Bir bilgeye sormuşlar:
“Efendim, dünyada en çok kimi seversiniz?”
“Terzimi severim,” diye cevap vermiş.
Soruyu soranlar şaşırmışlar:
“Aman üstad, dünyada sevecek o kadar çok kimse varken terzi de kim oluyor? O da nereden çıktı? Neden terzi?”
Bilge, bu soruya da şöyle cevap vermiş:
“Dostlarım, evet ben terzimi severim. Çünkü ona her gittiğimde, benim ölçümü yeniden alır. Ama ötekiler öyle değildir. Bir kez benim hakkımda karar verirler, ölünceye kadar da beni hep aynı gözle görürler.”
* * *
Allah beni, ilk gördüğü şekilde yargılayan ve hüküm verenlerin sabit fikirlerinden ve kısır beyinlerinden korusun.
Dilerseniz, sizi de tabii..
Tanımadıklarımız konusunda ahkâm kesmek hepimizin en kolay yaptığı iş, masrafı da yok.

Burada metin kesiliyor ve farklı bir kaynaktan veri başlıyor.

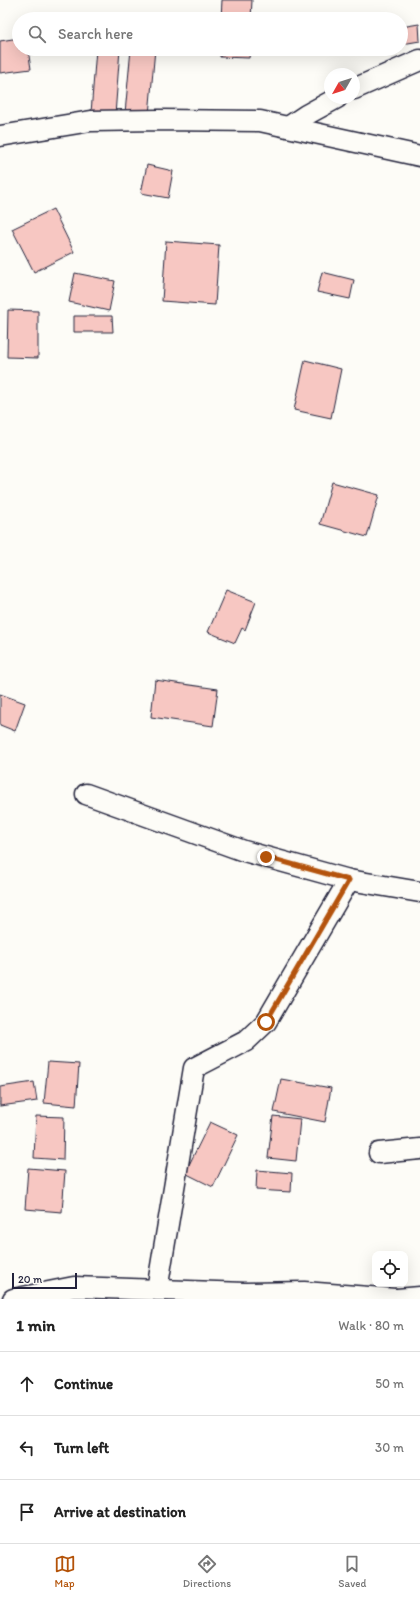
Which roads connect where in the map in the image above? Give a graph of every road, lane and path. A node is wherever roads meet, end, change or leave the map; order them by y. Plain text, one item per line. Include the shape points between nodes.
1 (420, 60) edge
2 (360, 86) edge
3 (326, 104) edge
4 (288, 127) junction
5 (0, 136) edge
6 (420, 156) edge
7 (86, 794) dead end
8 (349, 880) junction
9 (420, 892) edge
10 (420, 1149) edge
11 (379, 1153) dead end
12 (157, 1290) junction
13 (420, 1297) edge
14 (13, 1299) edge
15 (396, 1299) edge

1 - 2 street
3 - 4 street
4 - 5 street via 260,121 92,121
4 - 6 street
7 - 8 street via 244,851
8 - 9 street
8 - 12 street via 266,1022 246,1040 194,1068
10 - 11 street
12 - 14 street via 74,1287
12 - 15 street via 304,1292
13 - 15 street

Yani bedava.
Tanıma gayretimiz yok, kavrama endişemiz yok.
Tanımayı görmek, duymayı bilmek sanıyoruz.
Şimdi siz, ’bayılmayı ölmek sanıyoruz’diye devam edeceğimi sandınız ama yanıldınız.

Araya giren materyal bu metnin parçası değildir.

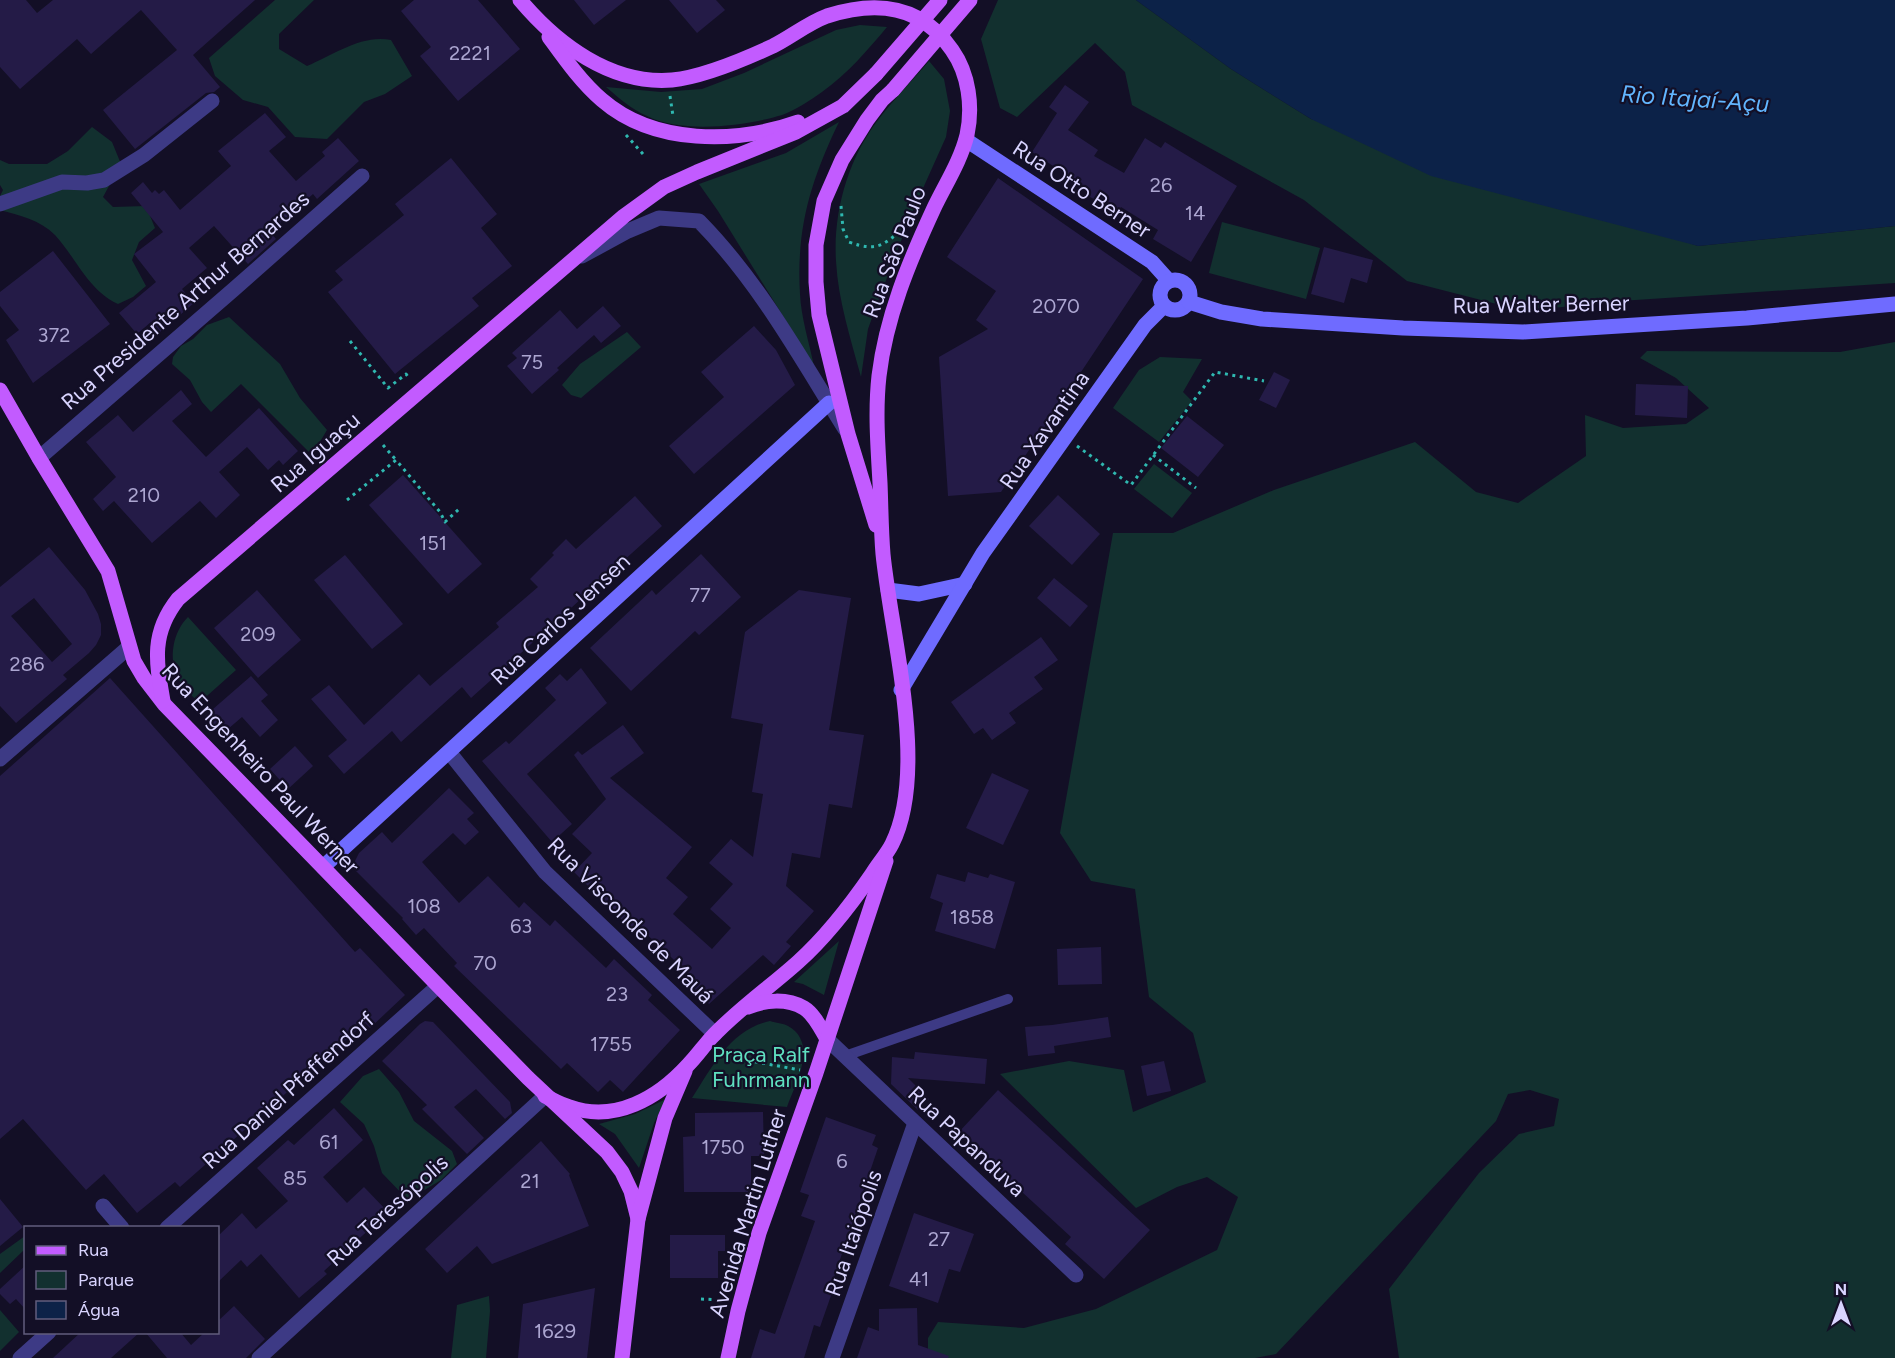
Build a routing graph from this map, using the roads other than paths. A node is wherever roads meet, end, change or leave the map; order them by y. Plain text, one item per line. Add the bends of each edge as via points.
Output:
1 (520, 0) edge
2 (940, 0) edge
3 (970, 0) edge
4 (537, 19) junction
5 (212, 101) dead end
6 (843, 106) junction
7 (966, 140) junction
8 (362, 176) dead end
9 (0, 204) edge
10 (565, 266) junction
11 (1169, 281) junction
12 (1189, 302) junction
13 (1895, 304) edge
14 (1164, 306) junction
15 (0, 390) edge
16 (829, 403) junction
17 (848, 434) junction
18 (39, 458) junction
19 (883, 554) junction
20 (965, 584) junction
21 (888, 590) junction
22 (129, 647) junction
23 (902, 690) junction
24 (164, 704) junction
25 (449, 752) junction
26 (0, 759) edge
27 (892, 844) junction
28 (323, 867) junction
29 (438, 986) junction
30 (1008, 999) dead end
31 (738, 1012) junction
32 (715, 1034) junction
33 (827, 1039) junction
34 (845, 1056) junction
35 (687, 1066) junction
36 (545, 1096) junction
37 (915, 1123) junction
38 (103, 1206) dead end
39 (638, 1219) junction
40 (121, 1226) edge
41 (169, 1226) edge
42 (1076, 1275) dead end
43 (47, 1334) edge
44 (20, 1358) edge
45 (259, 1358) edge
46 (622, 1358) edge
47 (728, 1358) edge
48 (832, 1358) edge

1 - 4 main road, Rua São Paulo
2 - 6 main road, bridge
3 - 17 main road, bridge via 867,120 842,160 824,201 816,245 819,315
4 - 6 main road via 570,66 602,100 629,118 657,129 721,137 748,134 790,125
4 - 7 main road, Rua São Paulo via 575,51 620,75 673,80 719,68 772,46 825,16 856,6 902,8 935,29 966,76
5 - 9 street via 104,180 62,182
6 - 10 main road, Rua Iguaçu via 796,132 664,187
7 - 11 street, Rua Otto Berner via 1152,262
7 - 19 main road, Rua São Paulo via 894,306 884,344 876,416
8 - 18 street, Rua Presidente Arthur Bernardes
10 - 16 street via 659,218 699,221 768,304
10 - 24 main road, Rua Iguaçu via 178,599 163,621 157,645
11 - 12 street via 1186,284
11 - 14 street via 1160,290
12 - 13 street, Rua Walter Berner via 1262,319 1523,332
12 - 14 street via 1179,310
14 - 20 street, Rua Xavantina via 1145,325
15 - 18 main road, Rua Engenheiro Paul Werner
16 - 17 street
16 - 25 street, Rua Carlos Jensen
17 - 19 main road
18 - 22 main road, Rua Engenheiro Paul Werner via 108,572
19 - 21 main road, Rua São Paulo
20 - 21 street via 919,594
20 - 23 street, Rua Xavantina
21 - 23 main road, Rua São Paulo
22 - 24 main road, Rua Engenheiro Paul Werner via 144,678
22 - 26 street
23 - 27 main road, Rua São Paulo via 908,748 907,787
24 - 28 main road, Rua Engenheiro Paul Werner
25 - 28 street, Rua Carlos Jensen
25 - 32 street, Rua Visconde de Mauá via 545,872
27 - 31 main road, Rua São Paulo via 833,926
27 - 33 main road, Avenida Martin Luther
28 - 29 main road, Rua Engenheiro Paul Werner
29 - 36 main road, Rua Engenheiro Paul Werner
29 - 41 street, Rua Daniel Pfaffendorf
30 - 34 lane
31 - 32 main road, Rua São Paulo
31 - 33 main road, Rua São Paulo via 762,1001 783,1001 804,1008
32 - 35 main road, Rua São Paulo
33 - 34 street, Rua Papanduva
33 - 47 main road, Avenida Martin Luther via 759,1233
34 - 37 street, Rua Papanduva
35 - 36 main road, Rua São Paulo via 658,1091 620,1111 594,1113
35 - 39 main road, Rua São Paulo via 665,1118
36 - 39 main road, Rua São Paulo via 588,1133 622,1172
36 - 45 street, Rua Teresópolis
37 - 42 street, Rua Papanduva
37 - 48 street, Rua Itaiópolis
38 - 40 street
39 - 46 main road, Rua São Paulo
43 - 44 street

Artık yazılarda şiddet içeren kelimeler yok.
Şiddet yok, ama sitem var.
Sitem de rahatsız ederse yazı yok.
Peşin hüküm, sahibi boğar diyerek konuya keskin bir dönüş yapalım.
Kendinizden örnek alın, siz hiç yapmıyor musunuz yargısız infaz.
Hem yargısız hem de kaygısız.
Birinin yanında söylediğiniz fütursuzca bir sözün nereye gideceğini, kimi inciteceğini bilemezsiniz.
Ağzınızdan çıkana kadar efendisi olduğunuz kelimelerin kimbilir kaç defa kölesi oldunuz çenenizi tutamadığınız için.
Ve kim bilir kaç kişinin kalbini kırdınız ve yüreğini dağladınız.
Ve belki de böyle yaptığınız için, için için ağladınız.
Ben ağladım, kendimden biliyorum.
Yargısız infaz tek tarafın infazı değildir.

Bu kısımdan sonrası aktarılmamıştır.